Task details:
Please restate the records below word for word, leaving out every picture.

Dataset:
>>>>>
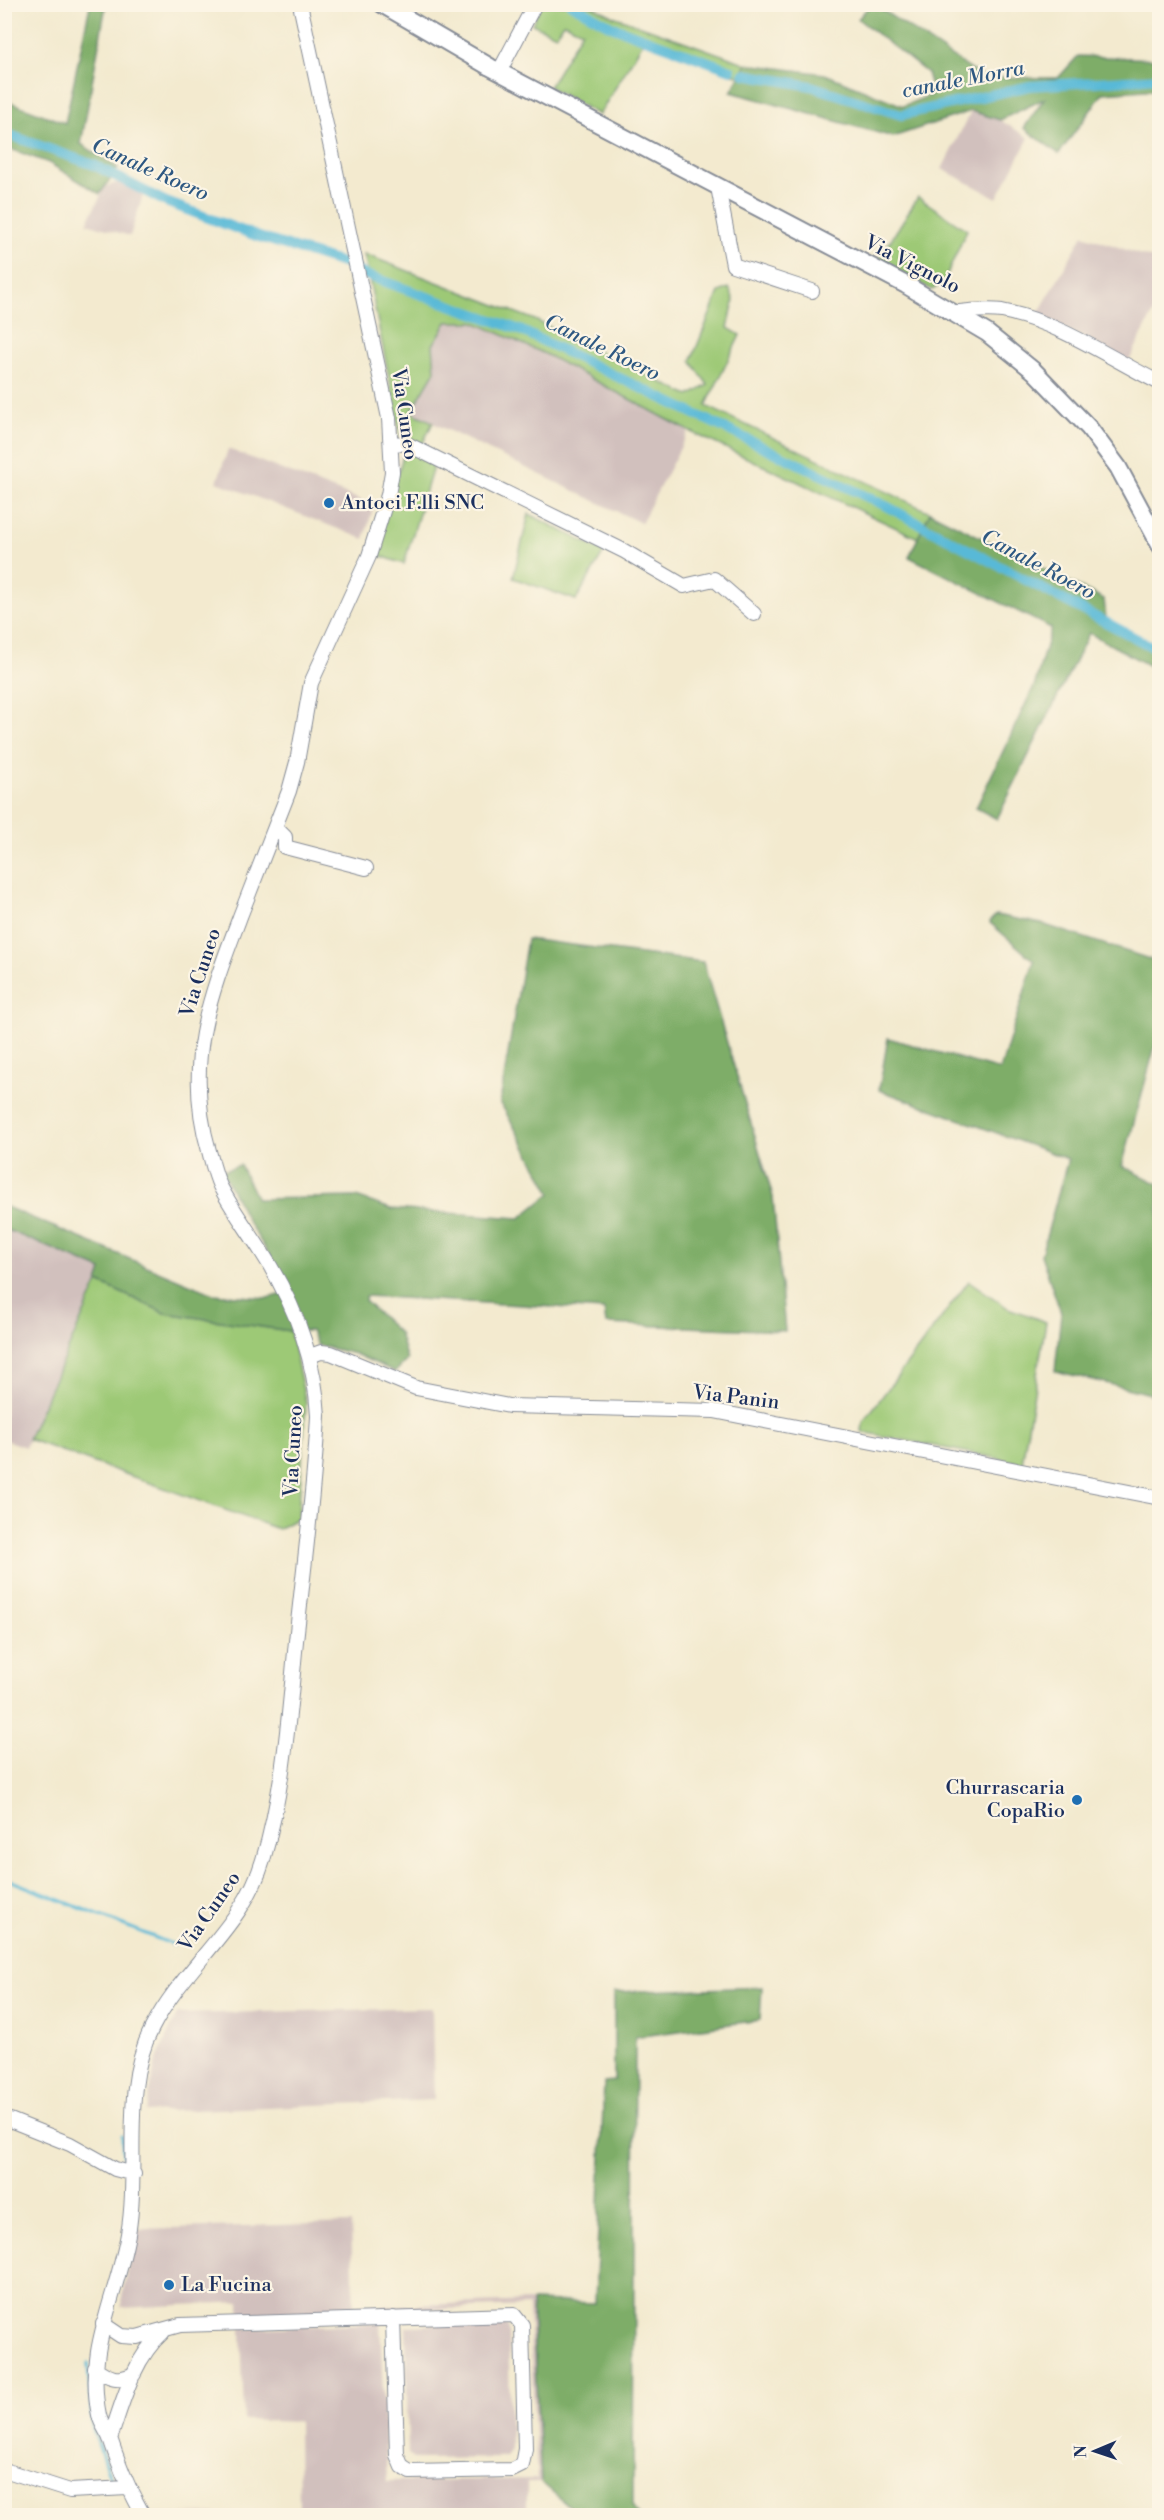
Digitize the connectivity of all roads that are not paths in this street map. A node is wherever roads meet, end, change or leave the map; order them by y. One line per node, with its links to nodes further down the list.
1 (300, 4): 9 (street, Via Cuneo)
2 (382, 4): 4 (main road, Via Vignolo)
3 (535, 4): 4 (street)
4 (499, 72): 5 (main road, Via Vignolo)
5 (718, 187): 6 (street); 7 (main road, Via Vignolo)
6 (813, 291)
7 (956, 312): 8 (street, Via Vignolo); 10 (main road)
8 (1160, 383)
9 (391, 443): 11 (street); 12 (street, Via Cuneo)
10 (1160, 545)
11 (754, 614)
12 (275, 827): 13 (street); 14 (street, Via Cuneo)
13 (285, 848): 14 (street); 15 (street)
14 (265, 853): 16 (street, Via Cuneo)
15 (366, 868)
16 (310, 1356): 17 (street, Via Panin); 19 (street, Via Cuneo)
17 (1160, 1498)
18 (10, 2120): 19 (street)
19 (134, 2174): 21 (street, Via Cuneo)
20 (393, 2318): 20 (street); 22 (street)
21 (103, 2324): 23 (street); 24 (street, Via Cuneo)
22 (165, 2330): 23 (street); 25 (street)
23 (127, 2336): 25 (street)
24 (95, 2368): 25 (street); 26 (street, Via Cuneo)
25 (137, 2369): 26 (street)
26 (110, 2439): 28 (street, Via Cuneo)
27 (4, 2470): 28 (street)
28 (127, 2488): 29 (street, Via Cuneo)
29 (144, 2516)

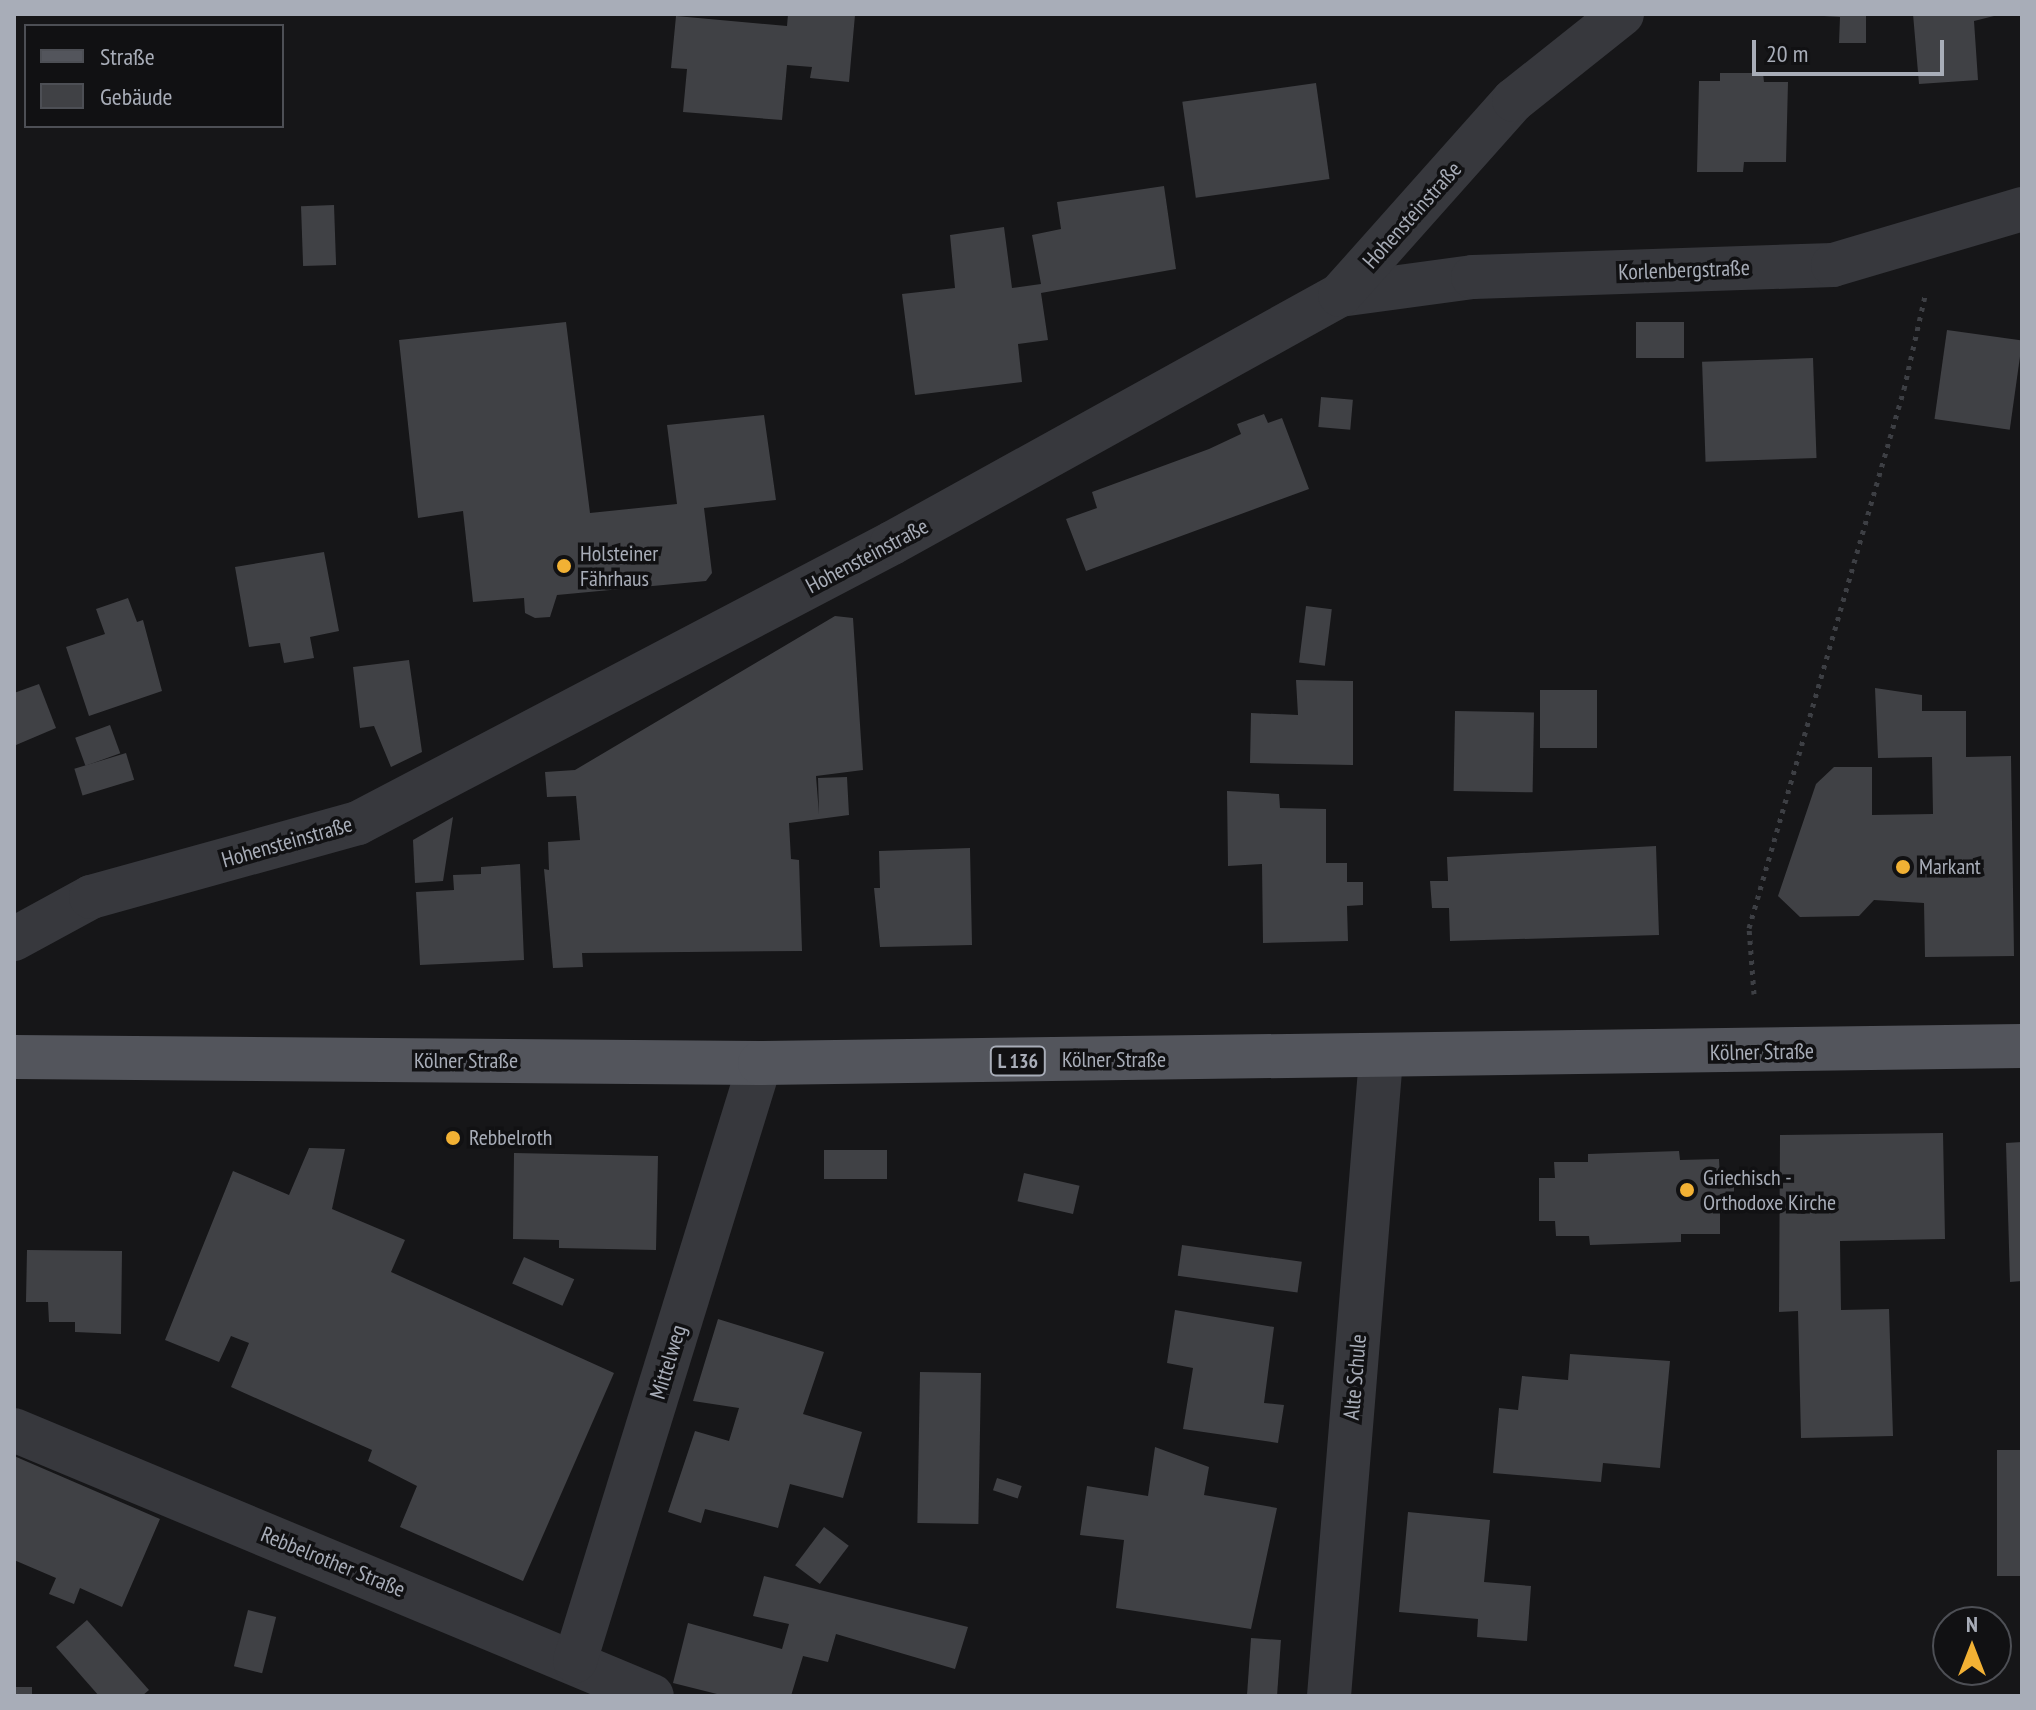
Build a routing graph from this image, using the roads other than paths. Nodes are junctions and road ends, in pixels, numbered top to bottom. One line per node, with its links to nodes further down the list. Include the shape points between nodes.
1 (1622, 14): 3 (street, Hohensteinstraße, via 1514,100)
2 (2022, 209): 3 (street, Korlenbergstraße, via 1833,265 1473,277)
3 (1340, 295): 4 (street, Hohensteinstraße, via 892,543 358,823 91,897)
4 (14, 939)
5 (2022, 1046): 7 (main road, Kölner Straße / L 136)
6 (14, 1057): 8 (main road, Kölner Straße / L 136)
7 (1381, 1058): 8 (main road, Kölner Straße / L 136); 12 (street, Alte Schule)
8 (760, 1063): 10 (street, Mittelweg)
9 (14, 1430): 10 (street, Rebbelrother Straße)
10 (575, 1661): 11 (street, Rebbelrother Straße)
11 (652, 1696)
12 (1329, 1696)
<<<<<
Response to the task:
Digitize the connectivity of all roads that are not paths in this street map. A node is wherever roads meet, end, change or leave the map; order them by y. One line per node, with its links to nodes further down the list.
1 (300, 4): 9 (street, Via Cuneo)
2 (382, 4): 4 (main road, Via Vignolo)
3 (535, 4): 4 (street)
4 (499, 72): 5 (main road, Via Vignolo)
5 (718, 187): 6 (street); 7 (main road, Via Vignolo)
6 (813, 291)
7 (956, 312): 8 (street, Via Vignolo); 10 (main road)
8 (1160, 383)
9 (391, 443): 11 (street); 12 (street, Via Cuneo)
10 (1160, 545)
11 (754, 614)
12 (275, 827): 13 (street); 14 (street, Via Cuneo)
13 (285, 848): 14 (street); 15 (street)
14 (265, 853): 16 (street, Via Cuneo)
15 (366, 868)
16 (310, 1356): 17 (street, Via Panin); 19 (street, Via Cuneo)
17 (1160, 1498)
18 (10, 2120): 19 (street)
19 (134, 2174): 21 (street, Via Cuneo)
20 (393, 2318): 20 (street); 22 (street)
21 (103, 2324): 23 (street); 24 (street, Via Cuneo)
22 (165, 2330): 23 (street); 25 (street)
23 (127, 2336): 25 (street)
24 (95, 2368): 25 (street); 26 (street, Via Cuneo)
25 (137, 2369): 26 (street)
26 (110, 2439): 28 (street, Via Cuneo)
27 (4, 2470): 28 (street)
28 (127, 2488): 29 (street, Via Cuneo)
29 (144, 2516)

Build a routing graph from this image, using the roads other than paths. Nodes are junctions and road ends, in pixels, numbered top to bottom. One line per node, with its links to nodes further down the list. Include the shape points between nodes.
1 (1622, 14): 3 (street, Hohensteinstraße, via 1514,100)
2 (2022, 209): 3 (street, Korlenbergstraße, via 1833,265 1473,277)
3 (1340, 295): 4 (street, Hohensteinstraße, via 892,543 358,823 91,897)
4 (14, 939)
5 (2022, 1046): 7 (main road, Kölner Straße / L 136)
6 (14, 1057): 8 (main road, Kölner Straße / L 136)
7 (1381, 1058): 8 (main road, Kölner Straße / L 136); 12 (street, Alte Schule)
8 (760, 1063): 10 (street, Mittelweg)
9 (14, 1430): 10 (street, Rebbelrother Straße)
10 (575, 1661): 11 (street, Rebbelrother Straße)
11 (652, 1696)
12 (1329, 1696)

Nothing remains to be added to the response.